**Provided entries:**
——
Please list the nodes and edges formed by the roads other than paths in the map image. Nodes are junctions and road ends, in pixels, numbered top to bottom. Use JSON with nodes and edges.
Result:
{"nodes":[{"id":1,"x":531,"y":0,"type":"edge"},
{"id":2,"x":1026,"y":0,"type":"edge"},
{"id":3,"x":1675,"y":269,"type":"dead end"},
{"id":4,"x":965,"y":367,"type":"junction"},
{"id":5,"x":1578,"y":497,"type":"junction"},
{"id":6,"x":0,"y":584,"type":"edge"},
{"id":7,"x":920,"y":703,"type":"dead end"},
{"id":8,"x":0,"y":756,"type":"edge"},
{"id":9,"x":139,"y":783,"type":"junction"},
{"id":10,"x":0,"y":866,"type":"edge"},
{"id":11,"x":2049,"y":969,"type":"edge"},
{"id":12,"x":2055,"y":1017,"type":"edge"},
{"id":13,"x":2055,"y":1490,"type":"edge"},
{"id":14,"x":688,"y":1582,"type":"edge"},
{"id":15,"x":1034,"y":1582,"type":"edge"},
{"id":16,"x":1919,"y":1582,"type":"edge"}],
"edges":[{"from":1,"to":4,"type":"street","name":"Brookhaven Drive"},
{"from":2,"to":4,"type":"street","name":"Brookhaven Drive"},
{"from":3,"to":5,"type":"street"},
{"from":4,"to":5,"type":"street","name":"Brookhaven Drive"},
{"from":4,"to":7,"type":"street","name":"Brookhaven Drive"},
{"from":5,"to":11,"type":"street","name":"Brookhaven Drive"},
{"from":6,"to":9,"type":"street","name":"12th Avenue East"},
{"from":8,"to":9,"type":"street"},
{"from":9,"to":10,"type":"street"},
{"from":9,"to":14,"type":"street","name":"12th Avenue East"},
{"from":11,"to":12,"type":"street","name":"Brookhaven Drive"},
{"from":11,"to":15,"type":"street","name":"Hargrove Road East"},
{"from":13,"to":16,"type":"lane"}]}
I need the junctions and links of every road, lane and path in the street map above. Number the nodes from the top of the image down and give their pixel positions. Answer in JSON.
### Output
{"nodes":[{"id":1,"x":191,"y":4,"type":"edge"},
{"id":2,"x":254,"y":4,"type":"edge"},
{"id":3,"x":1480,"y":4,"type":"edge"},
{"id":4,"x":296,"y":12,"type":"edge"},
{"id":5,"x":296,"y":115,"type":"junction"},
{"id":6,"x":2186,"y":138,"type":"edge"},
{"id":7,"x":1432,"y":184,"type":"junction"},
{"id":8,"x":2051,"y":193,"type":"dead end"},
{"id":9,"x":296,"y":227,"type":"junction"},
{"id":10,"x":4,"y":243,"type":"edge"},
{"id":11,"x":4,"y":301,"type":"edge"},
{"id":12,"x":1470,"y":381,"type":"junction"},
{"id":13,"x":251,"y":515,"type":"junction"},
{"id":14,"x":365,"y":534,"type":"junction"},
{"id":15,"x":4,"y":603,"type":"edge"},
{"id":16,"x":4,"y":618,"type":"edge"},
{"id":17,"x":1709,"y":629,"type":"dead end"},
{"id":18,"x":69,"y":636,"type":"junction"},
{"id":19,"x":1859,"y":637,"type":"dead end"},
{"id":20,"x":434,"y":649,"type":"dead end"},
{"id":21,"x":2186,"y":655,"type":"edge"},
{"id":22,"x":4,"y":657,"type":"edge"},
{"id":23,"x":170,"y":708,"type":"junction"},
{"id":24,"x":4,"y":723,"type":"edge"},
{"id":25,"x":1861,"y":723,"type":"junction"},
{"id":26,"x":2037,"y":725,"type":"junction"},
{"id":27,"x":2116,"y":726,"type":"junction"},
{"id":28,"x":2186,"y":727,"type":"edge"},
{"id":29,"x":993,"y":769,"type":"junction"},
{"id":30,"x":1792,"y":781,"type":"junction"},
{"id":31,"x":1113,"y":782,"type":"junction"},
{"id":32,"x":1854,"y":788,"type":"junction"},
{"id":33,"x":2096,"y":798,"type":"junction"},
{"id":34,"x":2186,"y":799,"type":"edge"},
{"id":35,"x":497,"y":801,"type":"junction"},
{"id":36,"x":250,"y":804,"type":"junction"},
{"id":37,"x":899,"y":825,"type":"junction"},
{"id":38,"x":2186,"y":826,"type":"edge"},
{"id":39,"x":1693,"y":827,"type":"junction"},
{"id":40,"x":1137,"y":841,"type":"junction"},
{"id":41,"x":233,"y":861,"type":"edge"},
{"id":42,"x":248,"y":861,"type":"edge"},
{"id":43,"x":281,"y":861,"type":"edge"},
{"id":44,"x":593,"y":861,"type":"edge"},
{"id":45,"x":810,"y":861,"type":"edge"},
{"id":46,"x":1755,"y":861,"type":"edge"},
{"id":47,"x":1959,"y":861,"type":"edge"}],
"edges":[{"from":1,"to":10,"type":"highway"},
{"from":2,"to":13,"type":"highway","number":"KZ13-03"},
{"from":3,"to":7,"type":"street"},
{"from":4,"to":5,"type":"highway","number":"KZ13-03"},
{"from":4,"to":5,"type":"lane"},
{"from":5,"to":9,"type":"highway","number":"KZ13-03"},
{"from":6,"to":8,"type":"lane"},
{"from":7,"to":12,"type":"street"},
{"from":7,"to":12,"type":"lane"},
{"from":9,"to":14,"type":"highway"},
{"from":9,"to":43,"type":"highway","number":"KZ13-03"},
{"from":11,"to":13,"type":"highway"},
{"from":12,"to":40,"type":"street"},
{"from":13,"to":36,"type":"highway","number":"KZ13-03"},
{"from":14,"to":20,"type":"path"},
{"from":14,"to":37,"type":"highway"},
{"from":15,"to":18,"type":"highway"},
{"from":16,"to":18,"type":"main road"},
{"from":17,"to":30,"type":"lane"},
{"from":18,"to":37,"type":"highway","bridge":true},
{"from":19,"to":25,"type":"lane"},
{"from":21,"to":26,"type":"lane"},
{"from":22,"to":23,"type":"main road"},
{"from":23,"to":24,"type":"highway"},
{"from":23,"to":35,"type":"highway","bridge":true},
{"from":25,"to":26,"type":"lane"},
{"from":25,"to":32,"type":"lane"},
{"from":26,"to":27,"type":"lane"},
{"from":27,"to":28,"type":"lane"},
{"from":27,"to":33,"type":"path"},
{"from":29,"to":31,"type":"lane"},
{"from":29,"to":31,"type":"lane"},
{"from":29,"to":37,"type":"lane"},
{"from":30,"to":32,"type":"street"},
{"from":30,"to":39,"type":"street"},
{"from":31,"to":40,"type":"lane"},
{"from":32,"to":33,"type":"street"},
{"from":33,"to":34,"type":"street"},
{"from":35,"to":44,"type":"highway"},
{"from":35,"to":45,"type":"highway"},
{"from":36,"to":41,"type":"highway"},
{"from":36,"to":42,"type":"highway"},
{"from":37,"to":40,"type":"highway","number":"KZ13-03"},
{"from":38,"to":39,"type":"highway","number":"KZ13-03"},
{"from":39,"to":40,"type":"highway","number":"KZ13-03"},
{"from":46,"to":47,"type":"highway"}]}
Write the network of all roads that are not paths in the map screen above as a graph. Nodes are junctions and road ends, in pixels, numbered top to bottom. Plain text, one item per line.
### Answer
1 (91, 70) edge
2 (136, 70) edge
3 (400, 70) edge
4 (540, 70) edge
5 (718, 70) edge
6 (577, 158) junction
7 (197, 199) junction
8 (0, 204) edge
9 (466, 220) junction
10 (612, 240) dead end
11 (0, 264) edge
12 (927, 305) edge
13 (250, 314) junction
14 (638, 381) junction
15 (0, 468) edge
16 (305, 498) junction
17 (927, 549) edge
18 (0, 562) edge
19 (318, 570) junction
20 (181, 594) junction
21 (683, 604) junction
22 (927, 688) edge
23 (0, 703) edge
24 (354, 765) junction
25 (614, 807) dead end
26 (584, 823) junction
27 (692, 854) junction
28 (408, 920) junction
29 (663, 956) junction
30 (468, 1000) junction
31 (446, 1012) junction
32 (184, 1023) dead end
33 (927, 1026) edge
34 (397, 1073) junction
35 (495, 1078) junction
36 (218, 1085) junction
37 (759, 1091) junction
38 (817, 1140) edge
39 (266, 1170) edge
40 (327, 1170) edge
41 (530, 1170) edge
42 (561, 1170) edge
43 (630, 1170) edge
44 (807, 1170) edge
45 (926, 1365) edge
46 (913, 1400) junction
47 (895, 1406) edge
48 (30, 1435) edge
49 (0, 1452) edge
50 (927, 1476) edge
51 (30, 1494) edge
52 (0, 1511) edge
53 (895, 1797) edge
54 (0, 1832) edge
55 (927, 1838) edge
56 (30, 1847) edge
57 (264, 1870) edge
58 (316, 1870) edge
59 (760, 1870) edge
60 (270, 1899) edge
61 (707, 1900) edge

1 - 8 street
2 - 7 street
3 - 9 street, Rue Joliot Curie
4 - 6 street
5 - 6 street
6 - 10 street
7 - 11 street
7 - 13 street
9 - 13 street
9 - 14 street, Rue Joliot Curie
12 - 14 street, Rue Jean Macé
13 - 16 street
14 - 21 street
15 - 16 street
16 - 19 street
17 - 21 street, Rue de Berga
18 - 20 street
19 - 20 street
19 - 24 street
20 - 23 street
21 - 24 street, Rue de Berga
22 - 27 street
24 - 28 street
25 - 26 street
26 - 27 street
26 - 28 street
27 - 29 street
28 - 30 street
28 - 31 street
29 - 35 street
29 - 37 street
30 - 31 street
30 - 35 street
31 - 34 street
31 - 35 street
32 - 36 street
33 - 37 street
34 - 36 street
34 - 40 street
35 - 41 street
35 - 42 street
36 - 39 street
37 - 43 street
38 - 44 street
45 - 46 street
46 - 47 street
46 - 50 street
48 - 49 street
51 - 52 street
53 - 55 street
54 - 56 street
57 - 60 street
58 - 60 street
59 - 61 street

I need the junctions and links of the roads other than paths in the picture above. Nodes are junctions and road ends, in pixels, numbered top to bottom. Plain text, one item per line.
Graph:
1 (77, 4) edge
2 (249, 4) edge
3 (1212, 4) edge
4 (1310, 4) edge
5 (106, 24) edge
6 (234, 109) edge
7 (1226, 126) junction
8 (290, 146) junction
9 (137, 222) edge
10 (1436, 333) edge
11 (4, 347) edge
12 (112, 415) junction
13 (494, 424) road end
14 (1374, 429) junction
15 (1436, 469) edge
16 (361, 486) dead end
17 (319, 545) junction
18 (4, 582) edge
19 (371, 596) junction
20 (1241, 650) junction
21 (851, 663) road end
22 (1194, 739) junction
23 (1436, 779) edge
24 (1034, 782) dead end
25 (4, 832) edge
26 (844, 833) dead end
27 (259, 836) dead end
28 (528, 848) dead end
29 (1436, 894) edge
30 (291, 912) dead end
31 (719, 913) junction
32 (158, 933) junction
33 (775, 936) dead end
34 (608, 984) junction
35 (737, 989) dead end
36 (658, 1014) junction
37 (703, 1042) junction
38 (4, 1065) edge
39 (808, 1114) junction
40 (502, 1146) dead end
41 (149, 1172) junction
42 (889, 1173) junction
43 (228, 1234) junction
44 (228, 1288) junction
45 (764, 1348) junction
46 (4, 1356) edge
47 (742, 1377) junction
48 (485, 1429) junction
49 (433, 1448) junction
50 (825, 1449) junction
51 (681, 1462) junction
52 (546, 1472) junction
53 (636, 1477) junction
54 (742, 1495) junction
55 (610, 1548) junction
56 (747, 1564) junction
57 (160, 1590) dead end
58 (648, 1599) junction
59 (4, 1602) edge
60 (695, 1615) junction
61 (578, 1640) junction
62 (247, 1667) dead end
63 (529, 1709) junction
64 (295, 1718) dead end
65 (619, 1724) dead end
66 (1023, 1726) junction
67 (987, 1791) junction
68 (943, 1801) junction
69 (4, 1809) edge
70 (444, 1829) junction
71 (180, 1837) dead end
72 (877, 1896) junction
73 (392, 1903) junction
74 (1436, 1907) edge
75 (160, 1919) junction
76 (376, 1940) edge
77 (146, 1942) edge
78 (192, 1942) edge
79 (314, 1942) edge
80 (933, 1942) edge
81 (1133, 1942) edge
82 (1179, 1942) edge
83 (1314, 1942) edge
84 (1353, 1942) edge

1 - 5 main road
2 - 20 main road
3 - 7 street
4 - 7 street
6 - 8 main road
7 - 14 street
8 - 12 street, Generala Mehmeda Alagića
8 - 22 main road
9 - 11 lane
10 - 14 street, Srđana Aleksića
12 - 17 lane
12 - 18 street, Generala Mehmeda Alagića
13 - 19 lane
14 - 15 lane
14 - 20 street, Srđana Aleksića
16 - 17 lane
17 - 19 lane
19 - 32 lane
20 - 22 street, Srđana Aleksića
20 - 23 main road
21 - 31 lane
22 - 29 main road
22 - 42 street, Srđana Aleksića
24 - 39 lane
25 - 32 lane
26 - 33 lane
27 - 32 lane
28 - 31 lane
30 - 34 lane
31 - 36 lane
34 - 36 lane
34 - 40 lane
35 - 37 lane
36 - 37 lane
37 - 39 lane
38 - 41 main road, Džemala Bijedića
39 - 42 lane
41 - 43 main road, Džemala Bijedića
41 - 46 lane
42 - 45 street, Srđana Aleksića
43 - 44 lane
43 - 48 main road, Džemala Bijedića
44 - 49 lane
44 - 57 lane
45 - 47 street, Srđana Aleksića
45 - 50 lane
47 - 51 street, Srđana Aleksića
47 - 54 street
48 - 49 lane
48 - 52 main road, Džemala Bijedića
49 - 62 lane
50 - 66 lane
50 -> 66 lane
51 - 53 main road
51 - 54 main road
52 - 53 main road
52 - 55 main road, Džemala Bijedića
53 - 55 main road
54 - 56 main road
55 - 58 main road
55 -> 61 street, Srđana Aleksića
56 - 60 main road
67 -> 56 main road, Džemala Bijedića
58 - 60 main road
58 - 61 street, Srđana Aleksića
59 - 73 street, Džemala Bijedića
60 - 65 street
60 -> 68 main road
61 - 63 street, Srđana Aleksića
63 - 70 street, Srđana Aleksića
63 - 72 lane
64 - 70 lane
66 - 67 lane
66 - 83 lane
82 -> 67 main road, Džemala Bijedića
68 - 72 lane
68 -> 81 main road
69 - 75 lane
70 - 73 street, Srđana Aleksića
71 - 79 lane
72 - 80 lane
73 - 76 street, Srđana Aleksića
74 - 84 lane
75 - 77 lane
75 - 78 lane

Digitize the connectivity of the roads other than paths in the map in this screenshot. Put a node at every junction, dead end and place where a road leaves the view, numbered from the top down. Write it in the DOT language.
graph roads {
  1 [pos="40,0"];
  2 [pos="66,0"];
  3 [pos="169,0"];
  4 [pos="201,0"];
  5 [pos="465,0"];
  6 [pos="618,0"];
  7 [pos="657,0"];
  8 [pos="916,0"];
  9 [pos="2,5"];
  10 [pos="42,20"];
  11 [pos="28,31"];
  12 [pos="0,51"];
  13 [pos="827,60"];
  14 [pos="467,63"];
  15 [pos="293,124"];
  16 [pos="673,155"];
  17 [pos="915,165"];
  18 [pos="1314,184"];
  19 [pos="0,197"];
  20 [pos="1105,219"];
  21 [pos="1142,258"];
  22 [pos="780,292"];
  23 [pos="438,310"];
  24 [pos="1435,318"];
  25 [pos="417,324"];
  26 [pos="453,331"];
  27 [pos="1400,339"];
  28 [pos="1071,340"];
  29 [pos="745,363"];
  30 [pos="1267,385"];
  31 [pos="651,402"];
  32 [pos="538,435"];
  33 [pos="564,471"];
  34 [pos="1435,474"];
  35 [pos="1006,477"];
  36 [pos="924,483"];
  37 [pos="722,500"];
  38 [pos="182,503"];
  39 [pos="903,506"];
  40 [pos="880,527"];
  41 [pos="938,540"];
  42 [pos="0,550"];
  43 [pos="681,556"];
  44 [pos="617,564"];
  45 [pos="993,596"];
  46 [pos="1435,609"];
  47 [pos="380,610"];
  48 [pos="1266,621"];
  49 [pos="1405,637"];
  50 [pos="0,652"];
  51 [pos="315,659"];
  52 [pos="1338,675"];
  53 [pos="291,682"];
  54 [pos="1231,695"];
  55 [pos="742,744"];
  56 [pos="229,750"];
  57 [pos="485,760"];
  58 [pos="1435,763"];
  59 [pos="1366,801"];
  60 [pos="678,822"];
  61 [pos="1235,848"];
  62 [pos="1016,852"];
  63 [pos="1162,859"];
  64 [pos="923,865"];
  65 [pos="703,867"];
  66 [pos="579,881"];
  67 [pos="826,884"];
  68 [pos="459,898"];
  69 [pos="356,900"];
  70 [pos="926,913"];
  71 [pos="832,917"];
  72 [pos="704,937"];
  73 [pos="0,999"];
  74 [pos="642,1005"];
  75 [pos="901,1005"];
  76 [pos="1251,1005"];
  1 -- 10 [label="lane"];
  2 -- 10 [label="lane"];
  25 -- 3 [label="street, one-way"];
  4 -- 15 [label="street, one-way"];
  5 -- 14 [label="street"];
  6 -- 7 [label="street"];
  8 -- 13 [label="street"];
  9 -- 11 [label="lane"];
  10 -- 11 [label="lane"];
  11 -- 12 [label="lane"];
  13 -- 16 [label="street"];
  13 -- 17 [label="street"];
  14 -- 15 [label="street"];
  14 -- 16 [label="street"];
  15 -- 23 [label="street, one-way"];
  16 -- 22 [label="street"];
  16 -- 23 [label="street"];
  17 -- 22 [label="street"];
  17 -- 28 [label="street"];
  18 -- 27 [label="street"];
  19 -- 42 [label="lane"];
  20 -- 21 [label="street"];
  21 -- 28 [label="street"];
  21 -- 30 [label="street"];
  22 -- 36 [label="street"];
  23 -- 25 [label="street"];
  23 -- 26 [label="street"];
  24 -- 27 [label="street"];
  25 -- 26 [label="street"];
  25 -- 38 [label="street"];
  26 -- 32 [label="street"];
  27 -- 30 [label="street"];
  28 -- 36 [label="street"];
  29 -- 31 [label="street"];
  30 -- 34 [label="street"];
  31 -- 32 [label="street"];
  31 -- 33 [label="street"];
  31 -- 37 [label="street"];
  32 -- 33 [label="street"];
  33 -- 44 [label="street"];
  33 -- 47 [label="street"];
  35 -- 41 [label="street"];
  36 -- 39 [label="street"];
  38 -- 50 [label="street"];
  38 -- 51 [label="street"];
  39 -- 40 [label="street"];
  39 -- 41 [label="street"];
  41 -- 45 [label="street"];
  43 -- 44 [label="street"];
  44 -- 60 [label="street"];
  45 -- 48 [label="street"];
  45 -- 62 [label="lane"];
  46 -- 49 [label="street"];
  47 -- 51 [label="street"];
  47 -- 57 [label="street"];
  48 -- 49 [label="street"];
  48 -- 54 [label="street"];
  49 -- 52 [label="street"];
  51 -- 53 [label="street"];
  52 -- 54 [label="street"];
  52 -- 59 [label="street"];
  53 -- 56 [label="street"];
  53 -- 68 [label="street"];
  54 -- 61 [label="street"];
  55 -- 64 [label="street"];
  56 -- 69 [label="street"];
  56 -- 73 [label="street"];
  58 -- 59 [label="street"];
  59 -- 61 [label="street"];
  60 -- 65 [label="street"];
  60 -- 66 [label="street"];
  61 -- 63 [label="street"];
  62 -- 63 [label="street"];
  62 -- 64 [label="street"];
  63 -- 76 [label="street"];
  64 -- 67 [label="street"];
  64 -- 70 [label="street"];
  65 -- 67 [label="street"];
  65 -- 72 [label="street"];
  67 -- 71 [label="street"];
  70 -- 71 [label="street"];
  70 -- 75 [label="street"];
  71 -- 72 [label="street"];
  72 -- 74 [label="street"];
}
——
**Problem details:**
Look over the listing. Pull out every line with the string "above" in it.

**Output for this task:**
I need the junctions and links of every road, lane and path in the street map above. Number the nodes from the top of the image down and give their pixel positions. Answer in JSON.
Write the network of all roads that are not paths in the map screen above as a graph. Nodes are junctions and road ends, in pixels, numbered top to bottom. Plain text, one item per line.
I need the junctions and links of the roads other than paths in the picture above. Nodes are junctions and road ends, in pixels, numbered top to bottom. Plain text, one item per line.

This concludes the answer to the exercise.